[Collected data]

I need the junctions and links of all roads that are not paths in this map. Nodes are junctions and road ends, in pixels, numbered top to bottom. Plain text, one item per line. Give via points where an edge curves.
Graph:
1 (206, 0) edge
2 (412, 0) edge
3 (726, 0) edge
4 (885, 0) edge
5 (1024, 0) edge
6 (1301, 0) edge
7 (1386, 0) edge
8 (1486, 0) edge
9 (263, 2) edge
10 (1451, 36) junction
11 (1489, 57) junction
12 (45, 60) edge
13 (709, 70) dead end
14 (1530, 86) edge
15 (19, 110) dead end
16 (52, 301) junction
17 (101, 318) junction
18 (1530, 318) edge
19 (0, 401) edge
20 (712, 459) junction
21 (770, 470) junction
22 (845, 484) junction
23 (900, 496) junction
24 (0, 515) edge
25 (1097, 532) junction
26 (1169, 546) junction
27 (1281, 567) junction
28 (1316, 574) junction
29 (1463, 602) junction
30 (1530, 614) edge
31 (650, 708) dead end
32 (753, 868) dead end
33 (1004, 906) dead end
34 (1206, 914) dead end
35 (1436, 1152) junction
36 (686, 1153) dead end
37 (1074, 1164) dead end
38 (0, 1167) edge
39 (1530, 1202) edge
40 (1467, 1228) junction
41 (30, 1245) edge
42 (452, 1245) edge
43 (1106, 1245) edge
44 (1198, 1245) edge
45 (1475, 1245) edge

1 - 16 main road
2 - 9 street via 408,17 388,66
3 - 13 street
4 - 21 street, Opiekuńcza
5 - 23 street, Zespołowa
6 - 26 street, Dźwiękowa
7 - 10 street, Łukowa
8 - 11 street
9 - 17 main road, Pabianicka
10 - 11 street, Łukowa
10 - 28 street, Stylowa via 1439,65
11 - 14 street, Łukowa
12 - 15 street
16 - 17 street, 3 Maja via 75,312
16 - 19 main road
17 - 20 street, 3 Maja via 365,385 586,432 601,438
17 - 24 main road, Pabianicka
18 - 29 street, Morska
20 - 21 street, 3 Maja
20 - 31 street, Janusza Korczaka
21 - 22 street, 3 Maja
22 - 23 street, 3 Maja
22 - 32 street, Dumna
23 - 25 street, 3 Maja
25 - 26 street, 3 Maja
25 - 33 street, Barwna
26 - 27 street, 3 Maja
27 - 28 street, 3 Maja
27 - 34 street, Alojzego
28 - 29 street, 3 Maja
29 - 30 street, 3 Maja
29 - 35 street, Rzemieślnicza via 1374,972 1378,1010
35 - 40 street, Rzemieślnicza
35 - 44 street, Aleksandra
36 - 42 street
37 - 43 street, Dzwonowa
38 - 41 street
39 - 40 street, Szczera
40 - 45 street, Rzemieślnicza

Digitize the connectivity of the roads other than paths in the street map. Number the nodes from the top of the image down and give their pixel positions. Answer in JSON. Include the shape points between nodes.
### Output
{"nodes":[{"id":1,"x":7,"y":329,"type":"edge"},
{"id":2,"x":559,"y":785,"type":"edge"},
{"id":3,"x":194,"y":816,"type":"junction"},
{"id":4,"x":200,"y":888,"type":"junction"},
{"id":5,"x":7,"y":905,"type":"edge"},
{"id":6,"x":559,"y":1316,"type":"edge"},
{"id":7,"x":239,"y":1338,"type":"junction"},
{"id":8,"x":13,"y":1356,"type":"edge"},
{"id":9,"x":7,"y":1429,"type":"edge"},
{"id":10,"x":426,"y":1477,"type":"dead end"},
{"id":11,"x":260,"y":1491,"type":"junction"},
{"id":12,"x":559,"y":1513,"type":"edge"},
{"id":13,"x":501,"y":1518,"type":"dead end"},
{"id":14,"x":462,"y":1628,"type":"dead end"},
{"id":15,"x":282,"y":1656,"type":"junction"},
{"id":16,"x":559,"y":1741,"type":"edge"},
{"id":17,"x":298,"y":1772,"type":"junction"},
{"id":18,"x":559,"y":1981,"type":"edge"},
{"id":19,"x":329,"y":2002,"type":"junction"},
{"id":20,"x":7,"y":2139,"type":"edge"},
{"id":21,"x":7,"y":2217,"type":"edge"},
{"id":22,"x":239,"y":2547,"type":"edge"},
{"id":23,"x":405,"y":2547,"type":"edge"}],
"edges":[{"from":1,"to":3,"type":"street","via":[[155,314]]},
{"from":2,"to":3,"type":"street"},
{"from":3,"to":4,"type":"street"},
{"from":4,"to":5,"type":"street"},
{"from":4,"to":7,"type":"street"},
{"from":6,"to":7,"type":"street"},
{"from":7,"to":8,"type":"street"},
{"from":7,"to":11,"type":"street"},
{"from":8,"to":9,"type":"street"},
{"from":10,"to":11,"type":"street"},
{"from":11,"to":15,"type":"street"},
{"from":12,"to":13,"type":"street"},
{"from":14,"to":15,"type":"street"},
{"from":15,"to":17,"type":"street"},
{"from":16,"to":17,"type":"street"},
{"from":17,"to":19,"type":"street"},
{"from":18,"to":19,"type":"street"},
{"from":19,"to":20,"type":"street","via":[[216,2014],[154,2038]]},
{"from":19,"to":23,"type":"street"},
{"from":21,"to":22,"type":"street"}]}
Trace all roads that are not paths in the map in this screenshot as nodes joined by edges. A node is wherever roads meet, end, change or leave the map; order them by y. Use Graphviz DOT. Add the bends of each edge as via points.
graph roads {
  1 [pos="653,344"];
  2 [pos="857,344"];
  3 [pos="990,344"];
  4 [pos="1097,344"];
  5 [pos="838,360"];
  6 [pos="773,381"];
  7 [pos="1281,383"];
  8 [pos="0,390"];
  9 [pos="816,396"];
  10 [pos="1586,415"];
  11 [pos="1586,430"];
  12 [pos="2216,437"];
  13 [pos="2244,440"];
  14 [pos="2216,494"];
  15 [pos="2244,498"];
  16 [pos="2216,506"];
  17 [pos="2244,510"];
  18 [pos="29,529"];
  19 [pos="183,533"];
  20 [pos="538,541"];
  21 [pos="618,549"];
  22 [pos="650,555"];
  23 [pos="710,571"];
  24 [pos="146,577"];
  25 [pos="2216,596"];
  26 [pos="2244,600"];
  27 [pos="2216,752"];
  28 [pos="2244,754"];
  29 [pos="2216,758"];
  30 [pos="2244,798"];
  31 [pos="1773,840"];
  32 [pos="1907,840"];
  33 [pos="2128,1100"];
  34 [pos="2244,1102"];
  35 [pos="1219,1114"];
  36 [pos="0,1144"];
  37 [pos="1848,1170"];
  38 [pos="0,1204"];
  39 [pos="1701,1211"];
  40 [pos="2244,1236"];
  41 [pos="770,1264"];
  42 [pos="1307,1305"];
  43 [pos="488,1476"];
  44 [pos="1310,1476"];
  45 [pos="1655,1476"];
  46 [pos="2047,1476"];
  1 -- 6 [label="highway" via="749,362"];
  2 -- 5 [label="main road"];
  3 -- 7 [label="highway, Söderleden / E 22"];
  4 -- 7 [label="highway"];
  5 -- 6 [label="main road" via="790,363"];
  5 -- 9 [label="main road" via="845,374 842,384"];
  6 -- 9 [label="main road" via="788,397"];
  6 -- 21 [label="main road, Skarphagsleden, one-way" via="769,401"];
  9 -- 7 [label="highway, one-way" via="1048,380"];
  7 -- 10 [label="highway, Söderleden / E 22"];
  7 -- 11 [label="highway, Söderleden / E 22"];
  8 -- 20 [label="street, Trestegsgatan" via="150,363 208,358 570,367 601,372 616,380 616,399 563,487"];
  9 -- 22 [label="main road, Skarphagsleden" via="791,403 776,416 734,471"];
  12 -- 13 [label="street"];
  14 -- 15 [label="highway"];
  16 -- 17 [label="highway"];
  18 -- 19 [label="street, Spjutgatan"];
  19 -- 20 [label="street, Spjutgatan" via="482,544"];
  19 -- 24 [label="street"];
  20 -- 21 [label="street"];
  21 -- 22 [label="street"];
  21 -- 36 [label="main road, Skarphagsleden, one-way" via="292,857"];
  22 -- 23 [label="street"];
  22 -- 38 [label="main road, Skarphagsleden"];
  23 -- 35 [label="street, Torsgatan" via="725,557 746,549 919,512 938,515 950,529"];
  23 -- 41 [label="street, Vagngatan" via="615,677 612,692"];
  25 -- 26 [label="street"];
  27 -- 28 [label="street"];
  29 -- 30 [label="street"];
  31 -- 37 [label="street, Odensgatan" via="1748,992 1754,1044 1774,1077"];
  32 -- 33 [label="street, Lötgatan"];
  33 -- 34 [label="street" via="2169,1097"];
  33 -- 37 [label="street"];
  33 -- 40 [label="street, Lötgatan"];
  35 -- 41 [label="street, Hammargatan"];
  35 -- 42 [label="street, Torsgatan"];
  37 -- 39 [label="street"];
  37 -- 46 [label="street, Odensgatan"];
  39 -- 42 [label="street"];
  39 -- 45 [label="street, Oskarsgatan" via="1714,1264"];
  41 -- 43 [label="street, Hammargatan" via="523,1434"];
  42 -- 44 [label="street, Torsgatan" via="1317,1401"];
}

→ EXERCISE AIM
Could you find every line in the records above that has the string "Maja" and copy it?

→ RESPONSE TO THIS TASK
16 - 17 street, 3 Maja via 75,312
17 - 20 street, 3 Maja via 365,385 586,432 601,438
20 - 21 street, 3 Maja
21 - 22 street, 3 Maja
22 - 23 street, 3 Maja
23 - 25 street, 3 Maja
25 - 26 street, 3 Maja
26 - 27 street, 3 Maja
27 - 28 street, 3 Maja
28 - 29 street, 3 Maja
29 - 30 street, 3 Maja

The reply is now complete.